>>>

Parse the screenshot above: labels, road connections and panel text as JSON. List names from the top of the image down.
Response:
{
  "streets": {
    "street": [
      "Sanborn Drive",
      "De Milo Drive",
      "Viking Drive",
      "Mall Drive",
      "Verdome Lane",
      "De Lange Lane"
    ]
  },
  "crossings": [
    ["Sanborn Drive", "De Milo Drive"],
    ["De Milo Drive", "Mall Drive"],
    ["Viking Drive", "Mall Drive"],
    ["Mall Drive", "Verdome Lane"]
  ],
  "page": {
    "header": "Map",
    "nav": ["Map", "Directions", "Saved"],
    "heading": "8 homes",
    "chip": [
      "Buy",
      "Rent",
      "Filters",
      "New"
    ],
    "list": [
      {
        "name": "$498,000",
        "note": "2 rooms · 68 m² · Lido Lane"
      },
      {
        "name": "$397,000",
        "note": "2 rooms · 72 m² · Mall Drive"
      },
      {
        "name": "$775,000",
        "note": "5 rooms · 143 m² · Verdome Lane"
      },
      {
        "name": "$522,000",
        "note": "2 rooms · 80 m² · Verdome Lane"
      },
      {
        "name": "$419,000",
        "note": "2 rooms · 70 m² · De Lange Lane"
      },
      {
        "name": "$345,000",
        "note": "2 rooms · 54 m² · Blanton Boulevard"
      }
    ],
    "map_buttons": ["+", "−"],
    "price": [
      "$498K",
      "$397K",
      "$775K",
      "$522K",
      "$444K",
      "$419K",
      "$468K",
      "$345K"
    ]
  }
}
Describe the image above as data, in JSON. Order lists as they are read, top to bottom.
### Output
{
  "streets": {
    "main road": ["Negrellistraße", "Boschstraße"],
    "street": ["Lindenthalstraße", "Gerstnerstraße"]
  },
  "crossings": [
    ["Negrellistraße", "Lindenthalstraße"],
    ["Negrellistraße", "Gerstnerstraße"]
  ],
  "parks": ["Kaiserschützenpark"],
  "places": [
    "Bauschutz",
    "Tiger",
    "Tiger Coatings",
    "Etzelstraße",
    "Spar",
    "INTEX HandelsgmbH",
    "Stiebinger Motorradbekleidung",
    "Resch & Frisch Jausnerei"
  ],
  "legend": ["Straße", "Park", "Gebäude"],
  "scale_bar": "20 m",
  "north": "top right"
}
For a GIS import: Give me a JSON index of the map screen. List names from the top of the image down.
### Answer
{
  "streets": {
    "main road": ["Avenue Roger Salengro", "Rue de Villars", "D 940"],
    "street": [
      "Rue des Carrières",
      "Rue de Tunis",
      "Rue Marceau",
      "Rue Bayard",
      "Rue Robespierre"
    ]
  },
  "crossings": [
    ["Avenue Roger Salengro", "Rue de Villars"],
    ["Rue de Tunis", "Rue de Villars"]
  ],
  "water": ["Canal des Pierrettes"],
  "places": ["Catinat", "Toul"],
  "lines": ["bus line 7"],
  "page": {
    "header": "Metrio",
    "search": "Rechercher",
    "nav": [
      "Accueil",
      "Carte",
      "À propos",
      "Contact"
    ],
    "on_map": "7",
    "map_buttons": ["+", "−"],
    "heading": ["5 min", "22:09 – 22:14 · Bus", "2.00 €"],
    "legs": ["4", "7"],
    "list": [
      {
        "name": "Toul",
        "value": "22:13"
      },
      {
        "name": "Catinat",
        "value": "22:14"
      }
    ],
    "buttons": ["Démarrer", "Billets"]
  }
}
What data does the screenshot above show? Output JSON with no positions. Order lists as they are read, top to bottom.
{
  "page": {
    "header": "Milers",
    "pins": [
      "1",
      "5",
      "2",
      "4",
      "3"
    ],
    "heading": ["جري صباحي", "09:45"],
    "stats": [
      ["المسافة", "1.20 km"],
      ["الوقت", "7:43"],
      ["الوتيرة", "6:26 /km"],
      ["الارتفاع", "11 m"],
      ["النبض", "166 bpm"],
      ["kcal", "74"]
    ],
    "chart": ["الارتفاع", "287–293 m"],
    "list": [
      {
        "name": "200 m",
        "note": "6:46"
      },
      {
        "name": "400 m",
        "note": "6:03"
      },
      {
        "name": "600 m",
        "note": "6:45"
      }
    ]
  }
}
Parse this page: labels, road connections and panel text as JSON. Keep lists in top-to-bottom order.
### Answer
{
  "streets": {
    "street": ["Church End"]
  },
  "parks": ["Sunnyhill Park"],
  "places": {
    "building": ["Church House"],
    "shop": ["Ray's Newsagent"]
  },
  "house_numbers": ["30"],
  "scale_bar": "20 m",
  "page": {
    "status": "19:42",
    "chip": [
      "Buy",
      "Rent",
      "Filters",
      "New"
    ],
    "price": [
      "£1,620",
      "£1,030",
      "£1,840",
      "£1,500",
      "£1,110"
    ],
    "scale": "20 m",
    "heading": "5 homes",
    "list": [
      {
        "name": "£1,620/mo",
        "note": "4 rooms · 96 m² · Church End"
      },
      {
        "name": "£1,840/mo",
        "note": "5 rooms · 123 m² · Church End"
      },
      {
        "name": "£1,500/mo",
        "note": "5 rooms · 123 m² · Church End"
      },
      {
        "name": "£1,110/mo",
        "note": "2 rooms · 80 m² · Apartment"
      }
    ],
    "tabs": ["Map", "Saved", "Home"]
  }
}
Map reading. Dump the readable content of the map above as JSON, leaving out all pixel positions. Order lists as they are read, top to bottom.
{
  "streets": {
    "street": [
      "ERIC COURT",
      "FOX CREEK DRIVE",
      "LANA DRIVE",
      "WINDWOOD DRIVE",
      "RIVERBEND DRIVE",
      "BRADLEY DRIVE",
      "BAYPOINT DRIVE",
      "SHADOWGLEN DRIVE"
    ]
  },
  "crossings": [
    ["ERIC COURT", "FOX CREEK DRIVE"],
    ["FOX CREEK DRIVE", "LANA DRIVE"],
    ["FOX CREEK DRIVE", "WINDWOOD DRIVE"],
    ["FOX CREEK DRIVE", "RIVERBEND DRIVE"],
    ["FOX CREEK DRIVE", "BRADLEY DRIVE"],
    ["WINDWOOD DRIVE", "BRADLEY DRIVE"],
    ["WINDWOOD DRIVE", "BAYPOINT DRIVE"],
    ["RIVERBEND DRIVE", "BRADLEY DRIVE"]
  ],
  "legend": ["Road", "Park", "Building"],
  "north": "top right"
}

<<<

TASK OBJECTIVE. The lines you need are those holding the word "JSON"; copy each of them from the material above.

RESPONSE.
Parse the screenshot above: labels, road connections and panel text as JSON. List names from the top of the image down.
Describe the image above as data, in JSON. Order lists as they are read, top to bottom.
For a GIS import: Give me a JSON index of the map screen. List names from the top of the image down.
What data does the screenshot above show? Output JSON with no positions. Order lists as they are read, top to bottom.
Parse this page: labels, road connections and panel text as JSON. Keep lists in top-to-bottom order.
Map reading. Dump the readable content of the map above as JSON, leaving out all pixel positions. Order lists as they are read, top to bottom.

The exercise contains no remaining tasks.